What you will do: Return all lines of the records that contain the word "list".

Source material:
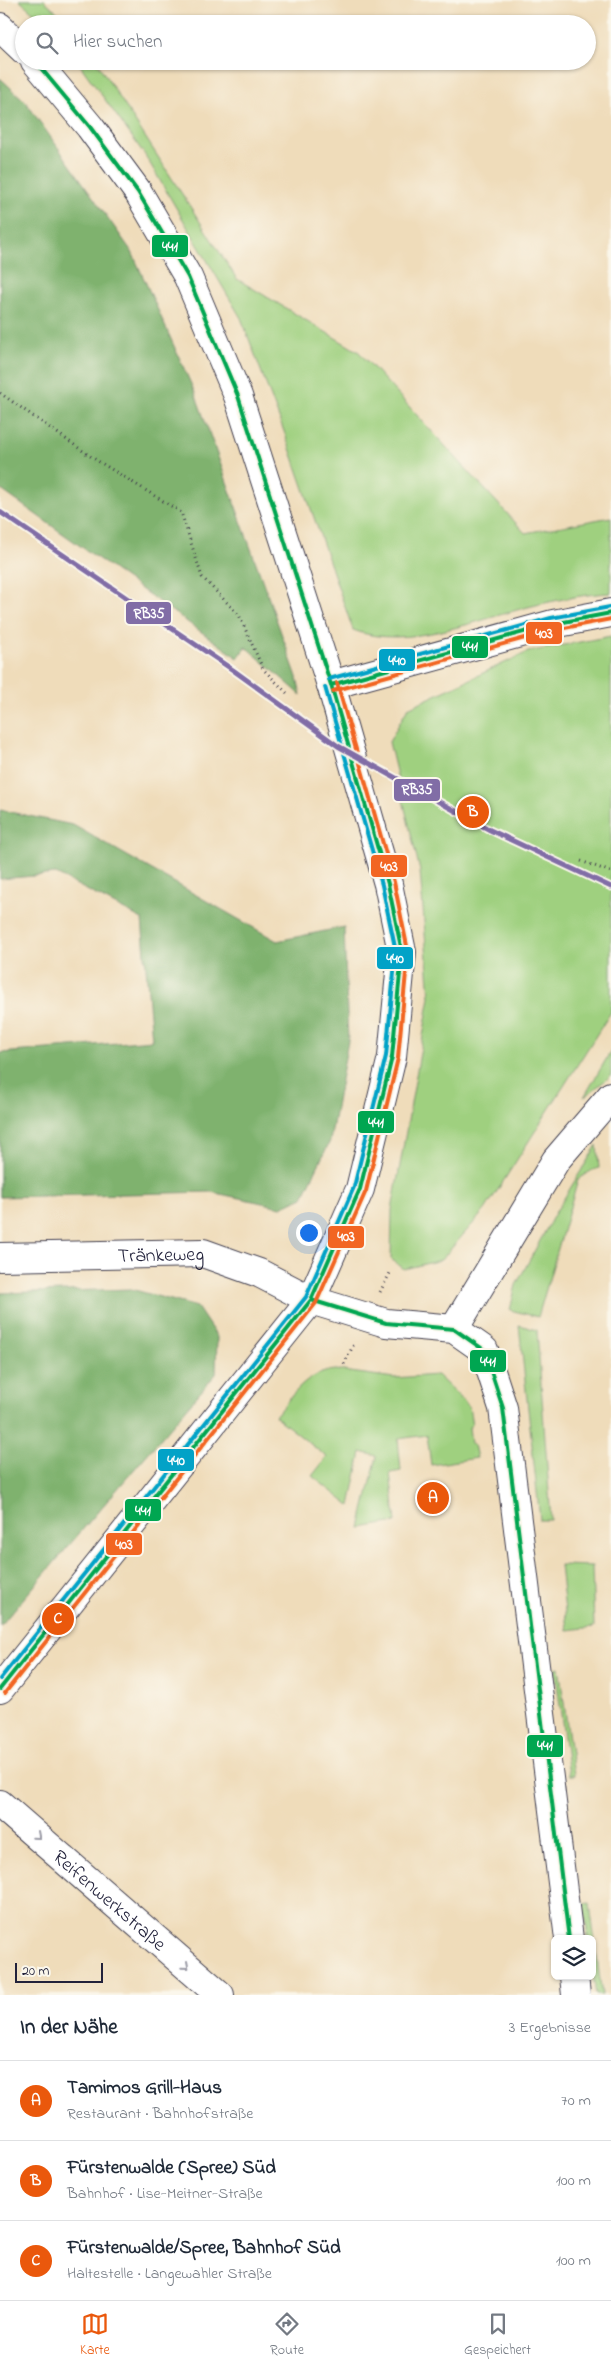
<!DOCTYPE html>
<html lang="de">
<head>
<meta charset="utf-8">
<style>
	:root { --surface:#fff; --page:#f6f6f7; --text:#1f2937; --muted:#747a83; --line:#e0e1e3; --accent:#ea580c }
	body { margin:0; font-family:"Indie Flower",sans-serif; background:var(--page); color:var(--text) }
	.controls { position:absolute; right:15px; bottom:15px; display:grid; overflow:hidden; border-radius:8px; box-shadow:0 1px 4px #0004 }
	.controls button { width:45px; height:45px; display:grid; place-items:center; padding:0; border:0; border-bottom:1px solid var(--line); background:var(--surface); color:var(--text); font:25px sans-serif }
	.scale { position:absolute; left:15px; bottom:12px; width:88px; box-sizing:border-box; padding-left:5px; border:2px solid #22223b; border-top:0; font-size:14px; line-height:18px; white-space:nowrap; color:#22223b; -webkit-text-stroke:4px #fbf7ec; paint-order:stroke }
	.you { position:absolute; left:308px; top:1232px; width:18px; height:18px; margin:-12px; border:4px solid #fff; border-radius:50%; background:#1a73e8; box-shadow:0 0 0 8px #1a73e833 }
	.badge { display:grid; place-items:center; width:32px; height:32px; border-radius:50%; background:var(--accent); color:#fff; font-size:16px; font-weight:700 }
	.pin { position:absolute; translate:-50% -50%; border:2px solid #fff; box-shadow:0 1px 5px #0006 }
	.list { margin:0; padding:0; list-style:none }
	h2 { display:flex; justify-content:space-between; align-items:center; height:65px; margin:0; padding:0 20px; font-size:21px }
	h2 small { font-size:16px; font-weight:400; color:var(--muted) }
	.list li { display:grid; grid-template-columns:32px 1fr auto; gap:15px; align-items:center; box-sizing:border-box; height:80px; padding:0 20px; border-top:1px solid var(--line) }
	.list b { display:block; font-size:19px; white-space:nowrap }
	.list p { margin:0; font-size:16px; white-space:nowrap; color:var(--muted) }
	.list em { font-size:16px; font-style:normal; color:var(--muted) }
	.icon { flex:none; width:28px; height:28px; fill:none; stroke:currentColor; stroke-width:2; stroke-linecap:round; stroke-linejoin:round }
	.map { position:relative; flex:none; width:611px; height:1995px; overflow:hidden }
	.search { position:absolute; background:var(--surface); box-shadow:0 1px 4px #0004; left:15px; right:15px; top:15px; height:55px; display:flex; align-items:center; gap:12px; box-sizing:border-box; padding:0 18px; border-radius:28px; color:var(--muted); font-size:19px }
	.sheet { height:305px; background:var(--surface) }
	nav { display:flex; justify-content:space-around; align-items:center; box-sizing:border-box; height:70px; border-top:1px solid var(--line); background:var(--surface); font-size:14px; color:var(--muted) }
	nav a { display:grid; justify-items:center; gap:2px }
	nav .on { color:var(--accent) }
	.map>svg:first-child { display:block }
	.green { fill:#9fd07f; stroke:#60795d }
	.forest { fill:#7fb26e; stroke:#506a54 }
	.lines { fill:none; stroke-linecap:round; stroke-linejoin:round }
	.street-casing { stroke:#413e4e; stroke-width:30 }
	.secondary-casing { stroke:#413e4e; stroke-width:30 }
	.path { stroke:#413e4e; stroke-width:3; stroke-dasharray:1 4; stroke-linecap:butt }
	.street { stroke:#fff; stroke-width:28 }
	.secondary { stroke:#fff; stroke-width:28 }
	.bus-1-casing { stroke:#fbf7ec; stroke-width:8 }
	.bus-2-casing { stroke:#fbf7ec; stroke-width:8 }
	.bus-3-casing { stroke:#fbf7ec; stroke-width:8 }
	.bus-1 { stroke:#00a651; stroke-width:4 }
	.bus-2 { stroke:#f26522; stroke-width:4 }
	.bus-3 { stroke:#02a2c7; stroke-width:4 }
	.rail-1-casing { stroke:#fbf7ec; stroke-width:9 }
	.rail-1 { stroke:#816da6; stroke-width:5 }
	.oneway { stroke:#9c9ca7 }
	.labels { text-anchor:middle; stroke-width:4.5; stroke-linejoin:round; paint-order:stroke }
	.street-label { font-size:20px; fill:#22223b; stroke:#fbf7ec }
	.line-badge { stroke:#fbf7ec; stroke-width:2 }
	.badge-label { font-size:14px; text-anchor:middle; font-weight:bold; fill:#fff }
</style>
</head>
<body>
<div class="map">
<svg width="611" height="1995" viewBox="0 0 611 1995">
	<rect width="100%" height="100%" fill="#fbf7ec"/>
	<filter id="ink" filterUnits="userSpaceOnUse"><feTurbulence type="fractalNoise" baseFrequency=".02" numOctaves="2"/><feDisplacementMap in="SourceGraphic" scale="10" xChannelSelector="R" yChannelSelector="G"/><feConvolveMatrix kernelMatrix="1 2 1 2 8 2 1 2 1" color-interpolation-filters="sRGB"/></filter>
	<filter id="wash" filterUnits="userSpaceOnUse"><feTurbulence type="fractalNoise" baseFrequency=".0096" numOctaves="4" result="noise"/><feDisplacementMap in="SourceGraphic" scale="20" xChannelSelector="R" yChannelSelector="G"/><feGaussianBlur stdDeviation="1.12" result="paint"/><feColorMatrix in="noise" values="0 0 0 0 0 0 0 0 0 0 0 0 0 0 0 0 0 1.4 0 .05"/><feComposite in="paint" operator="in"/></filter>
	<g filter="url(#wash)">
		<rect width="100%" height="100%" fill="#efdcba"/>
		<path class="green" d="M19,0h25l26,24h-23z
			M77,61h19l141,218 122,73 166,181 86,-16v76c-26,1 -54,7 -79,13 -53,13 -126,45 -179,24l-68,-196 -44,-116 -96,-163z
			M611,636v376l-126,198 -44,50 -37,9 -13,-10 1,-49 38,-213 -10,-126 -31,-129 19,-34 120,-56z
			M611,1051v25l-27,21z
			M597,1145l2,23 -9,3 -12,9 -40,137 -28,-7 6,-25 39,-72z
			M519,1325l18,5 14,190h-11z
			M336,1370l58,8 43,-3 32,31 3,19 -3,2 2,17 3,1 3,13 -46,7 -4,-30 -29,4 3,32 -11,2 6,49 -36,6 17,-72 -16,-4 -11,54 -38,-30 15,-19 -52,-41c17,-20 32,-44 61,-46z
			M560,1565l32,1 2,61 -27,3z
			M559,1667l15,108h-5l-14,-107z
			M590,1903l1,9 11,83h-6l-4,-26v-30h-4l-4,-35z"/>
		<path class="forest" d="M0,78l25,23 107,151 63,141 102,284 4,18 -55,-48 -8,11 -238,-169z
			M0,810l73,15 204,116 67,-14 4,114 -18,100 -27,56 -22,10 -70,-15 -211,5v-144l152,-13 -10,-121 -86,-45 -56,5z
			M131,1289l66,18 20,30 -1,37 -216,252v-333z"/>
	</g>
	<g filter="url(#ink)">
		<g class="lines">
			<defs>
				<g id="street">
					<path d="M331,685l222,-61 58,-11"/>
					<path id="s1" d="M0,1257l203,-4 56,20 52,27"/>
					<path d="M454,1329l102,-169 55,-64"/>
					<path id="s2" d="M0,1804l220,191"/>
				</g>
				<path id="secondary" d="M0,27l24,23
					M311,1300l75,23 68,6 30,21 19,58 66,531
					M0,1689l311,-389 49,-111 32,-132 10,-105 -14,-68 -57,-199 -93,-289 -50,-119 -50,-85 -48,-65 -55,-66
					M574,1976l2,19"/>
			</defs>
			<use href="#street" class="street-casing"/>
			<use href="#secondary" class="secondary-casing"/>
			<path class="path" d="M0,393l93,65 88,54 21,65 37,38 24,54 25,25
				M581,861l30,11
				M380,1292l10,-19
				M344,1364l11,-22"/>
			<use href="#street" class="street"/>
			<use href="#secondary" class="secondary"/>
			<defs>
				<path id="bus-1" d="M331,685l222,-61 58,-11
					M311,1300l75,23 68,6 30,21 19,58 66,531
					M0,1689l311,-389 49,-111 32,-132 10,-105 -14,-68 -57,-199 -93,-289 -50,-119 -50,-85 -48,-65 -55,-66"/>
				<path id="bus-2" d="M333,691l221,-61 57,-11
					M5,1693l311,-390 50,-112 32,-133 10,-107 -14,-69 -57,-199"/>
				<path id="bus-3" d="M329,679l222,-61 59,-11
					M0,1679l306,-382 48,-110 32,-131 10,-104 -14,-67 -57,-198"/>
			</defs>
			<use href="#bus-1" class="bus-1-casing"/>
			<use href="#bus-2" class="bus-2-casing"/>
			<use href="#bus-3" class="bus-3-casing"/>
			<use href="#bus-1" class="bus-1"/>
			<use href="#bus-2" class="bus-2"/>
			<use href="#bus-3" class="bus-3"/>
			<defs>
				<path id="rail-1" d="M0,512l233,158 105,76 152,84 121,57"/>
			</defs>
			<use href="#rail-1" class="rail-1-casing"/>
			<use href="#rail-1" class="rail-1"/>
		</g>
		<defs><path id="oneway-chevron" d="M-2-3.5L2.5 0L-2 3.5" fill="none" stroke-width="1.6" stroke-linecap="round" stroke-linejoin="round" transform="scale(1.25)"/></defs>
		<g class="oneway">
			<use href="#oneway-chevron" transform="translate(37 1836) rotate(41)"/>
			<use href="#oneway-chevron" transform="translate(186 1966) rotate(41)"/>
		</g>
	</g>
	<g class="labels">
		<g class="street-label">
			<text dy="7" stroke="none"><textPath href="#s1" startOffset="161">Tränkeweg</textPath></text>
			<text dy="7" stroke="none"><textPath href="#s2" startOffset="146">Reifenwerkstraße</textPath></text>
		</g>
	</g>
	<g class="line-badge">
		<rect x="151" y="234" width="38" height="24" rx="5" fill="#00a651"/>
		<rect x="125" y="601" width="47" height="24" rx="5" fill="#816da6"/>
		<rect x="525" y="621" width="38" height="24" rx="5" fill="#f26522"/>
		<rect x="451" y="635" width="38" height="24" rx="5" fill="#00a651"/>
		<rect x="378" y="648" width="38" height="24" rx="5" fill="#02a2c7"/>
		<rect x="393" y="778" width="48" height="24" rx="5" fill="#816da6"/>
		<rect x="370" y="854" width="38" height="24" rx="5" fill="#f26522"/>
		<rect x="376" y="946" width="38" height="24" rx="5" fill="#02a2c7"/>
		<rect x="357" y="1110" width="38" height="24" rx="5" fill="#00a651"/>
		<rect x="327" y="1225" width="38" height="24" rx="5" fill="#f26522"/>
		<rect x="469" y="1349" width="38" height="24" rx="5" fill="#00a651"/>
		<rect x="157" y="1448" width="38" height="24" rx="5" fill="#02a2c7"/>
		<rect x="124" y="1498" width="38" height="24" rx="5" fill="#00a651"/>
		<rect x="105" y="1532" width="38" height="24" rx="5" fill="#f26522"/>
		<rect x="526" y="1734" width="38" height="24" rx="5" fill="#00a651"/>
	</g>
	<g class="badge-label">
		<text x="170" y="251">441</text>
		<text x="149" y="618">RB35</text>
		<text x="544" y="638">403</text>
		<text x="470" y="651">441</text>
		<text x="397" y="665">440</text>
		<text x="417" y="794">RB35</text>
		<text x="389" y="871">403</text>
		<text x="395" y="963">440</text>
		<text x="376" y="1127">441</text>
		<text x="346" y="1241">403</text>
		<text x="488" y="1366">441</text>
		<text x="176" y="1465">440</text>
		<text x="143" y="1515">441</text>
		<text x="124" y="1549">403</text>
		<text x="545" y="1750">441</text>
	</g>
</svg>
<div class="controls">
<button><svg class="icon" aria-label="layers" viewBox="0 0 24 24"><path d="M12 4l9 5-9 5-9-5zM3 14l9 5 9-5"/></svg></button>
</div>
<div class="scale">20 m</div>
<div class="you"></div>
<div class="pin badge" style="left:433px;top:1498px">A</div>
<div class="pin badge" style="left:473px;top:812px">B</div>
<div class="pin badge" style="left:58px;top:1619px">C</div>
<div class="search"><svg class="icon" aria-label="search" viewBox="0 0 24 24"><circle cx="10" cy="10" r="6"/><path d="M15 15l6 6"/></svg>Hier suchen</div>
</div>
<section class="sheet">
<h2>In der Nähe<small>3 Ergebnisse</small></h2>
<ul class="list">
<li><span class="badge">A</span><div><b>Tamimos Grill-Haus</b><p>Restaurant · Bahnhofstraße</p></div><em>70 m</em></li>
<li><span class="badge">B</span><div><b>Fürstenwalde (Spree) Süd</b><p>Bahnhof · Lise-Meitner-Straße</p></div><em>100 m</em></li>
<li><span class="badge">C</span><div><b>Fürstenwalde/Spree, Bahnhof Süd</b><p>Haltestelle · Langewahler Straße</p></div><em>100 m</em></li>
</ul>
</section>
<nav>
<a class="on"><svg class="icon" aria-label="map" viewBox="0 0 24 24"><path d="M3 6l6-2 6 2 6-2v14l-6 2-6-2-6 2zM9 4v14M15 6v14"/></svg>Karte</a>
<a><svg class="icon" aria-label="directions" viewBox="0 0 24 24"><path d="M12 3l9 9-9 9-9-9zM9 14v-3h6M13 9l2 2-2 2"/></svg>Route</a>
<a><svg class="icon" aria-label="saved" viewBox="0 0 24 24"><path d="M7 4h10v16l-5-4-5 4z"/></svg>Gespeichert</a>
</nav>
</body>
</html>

Answer to this task:
	.list { margin:0; padding:0; list-style:none }
	.list li { display:grid; grid-template-columns:32px 1fr auto; gap:15px; align-items:center; box-sizing:border-box; height:80px; padding:0 20px; border-top:1px solid var(--line) }
	.list b { display:block; font-size:19px; white-space:nowrap }
	.list p { margin:0; font-size:16px; white-space:nowrap; color:var(--muted) }
	.list em { font-size:16px; font-style:normal; color:var(--muted) }
<ul class="list">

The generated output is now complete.